Intanto, come detto, Pechino pedala. La metafora ciclistica non è casuale: l’applicazione di bike sharing Ofo è un piccolo ma eclatante esempio del crescente dominio del Paese asiatico nel mercato digitale. Attiva in 20 Paesi, Italia compresa, negli ultimi nove mesi è stata foraggiata da più di due miliardi di dollari.
Tra i suoi investitori c’è Alibaba, il gigante a cui Donald Trump, al netto dei grandi sorrisi al fondatore Jack Ma, ha chiuso la porta in faccia quando ha tentato di acquistare la società di trasferimenti di denaro Moneygram attraverso la controllata Ant Financial Service per 1,2 miliardi di dollari.

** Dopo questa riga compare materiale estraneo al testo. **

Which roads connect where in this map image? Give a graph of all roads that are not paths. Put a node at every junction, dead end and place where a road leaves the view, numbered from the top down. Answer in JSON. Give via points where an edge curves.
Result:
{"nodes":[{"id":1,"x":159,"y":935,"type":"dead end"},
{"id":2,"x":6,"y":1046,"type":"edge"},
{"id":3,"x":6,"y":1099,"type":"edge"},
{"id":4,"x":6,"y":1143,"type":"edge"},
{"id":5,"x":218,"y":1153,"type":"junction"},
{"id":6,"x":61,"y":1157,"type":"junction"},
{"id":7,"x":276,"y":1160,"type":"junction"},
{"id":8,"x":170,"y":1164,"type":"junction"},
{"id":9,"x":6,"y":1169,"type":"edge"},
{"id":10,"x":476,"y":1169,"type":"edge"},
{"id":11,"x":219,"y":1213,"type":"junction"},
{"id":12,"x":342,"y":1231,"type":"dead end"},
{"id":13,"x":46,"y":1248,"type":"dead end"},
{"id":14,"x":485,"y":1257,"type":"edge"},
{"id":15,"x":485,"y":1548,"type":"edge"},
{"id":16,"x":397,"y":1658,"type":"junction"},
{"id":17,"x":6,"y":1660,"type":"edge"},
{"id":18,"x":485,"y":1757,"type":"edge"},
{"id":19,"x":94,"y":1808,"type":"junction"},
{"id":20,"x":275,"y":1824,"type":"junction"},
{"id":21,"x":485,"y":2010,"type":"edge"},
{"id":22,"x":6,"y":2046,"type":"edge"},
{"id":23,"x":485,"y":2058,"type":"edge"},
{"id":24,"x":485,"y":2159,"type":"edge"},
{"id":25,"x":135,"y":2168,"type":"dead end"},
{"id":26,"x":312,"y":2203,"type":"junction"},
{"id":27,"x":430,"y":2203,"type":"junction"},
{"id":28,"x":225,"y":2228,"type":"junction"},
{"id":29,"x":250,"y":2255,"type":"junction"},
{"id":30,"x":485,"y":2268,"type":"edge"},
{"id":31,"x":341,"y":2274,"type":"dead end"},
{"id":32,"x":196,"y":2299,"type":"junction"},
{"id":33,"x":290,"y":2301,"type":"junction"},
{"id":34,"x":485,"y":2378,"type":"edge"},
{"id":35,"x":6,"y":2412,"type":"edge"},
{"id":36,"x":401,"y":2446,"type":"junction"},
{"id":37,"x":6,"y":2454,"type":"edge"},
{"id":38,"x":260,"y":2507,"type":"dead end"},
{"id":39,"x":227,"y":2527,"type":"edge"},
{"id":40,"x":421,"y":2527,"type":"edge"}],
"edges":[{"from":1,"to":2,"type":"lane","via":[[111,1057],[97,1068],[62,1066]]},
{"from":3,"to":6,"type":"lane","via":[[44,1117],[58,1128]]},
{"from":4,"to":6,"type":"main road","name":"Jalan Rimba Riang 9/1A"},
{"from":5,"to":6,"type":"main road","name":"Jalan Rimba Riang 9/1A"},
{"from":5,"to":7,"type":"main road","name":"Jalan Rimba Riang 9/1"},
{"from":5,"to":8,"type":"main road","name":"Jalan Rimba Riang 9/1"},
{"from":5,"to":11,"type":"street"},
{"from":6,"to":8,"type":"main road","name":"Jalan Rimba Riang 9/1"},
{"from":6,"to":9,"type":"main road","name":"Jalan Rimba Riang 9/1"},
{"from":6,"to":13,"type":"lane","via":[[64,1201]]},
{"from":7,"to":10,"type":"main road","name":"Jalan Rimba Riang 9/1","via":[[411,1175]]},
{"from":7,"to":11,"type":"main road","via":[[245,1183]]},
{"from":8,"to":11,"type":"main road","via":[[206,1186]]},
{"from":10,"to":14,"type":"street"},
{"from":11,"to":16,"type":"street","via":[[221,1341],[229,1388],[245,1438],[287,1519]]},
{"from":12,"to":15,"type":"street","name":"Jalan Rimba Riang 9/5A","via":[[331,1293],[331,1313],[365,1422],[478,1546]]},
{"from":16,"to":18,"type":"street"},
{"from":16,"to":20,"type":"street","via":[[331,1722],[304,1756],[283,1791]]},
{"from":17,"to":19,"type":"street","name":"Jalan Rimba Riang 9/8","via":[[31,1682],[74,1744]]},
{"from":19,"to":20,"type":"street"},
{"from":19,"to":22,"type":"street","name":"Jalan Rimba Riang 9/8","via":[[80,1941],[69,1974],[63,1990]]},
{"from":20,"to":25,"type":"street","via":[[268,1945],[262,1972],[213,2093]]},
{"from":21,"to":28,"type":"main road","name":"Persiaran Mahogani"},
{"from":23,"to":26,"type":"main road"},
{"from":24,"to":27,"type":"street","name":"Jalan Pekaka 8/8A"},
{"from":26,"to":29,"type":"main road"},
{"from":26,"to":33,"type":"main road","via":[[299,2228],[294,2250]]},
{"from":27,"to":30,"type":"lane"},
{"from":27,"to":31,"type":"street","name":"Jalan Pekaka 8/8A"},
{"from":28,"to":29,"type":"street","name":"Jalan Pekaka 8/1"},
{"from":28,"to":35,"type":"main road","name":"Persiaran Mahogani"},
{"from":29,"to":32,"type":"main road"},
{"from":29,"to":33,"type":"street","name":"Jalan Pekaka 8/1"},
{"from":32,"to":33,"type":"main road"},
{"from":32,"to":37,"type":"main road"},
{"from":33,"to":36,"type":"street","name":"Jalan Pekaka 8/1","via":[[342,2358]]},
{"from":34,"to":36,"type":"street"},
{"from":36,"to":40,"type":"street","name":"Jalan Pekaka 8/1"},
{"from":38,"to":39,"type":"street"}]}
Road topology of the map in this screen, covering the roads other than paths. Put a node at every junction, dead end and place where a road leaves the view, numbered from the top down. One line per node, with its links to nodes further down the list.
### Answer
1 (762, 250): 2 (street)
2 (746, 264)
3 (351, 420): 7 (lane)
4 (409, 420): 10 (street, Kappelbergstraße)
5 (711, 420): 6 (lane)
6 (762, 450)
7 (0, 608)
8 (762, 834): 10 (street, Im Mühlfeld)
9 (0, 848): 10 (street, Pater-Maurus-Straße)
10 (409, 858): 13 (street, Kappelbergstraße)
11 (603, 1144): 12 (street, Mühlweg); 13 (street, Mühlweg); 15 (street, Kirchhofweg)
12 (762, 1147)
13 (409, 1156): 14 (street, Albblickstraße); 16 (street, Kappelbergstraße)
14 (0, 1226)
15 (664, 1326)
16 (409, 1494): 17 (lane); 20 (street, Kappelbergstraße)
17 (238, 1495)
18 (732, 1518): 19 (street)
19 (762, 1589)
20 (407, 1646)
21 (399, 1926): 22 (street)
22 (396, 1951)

Mentre l’altro colosso digitale cinese, Tencent, sbocconcella qua là acquistando azioni di Snap o investendo in Spotify e pedala sulla rivale di Ofo, Mobike, il presidente Usa ha appena messo il veto anche alla super acquisizione ostile da 142 miliardi di Qualcomm da parte di Broadcom, la rivale di Singapore. «È una questione di sicurezza nazionale», assicura Trump. «Il problema
c’è, ma la reazione è sbagliata: l’ascesa tecnologica della Cina richiede una risposta strategica, non istintiva», spiega invece l’economist.
Il tutto mentre un report presentato al Sxsw di Austin, Texas, parla chiaro: nel 2018 la Cina, forte dei suoi 770 milioni di utenti — oro in un momento in cui i dati sono il nuovo petrolio — getterà le basi per avere il controllo globale del mercato dell’intelligenza artificiale e dei settori collegati (riconoscimento facciale, assistenti digitali, ecc). Non ditelo all’ex presidente di Alphabet, Eric Schmidt, che pensava di avere tempo fino al 2025 prima di vedere Pechino superare gli Stati Uniti. E non dimentichiamo la guerra fredda della proprietà intellettuale fra i due Paesi.
«Quella tra Usa e Cina è la partita ed è soprattutto una partita geopolitica e di sicurezza», spiega Carlo Alberto Carnevale Maffé, docente dell’università Bocconi, «se si guarda quella dell’innovazione bisogna rendersi conto che per l’europa è persa da tempo. La Ue tenta di applicare dazi protezionistici, perché tali sono le web tax sui ricavi, per forzare i colossi a dichiarare un po’ di più e gli Stati come l’irlanda a irrigidire le clausole fiscali». Facebook ha iniziato a cedere alle pressioni comunitarie in dicembre, comunicando la contabilizzazione dei ricavi nei singoli Paesi. Proprio i pareri dei fiscalmente morbidi Irlanda o Lussemburgo potrebbero rallentare o frenare il percorso della riforma europea. Mentre la partita, quella vera, si gioca da un’altra parte.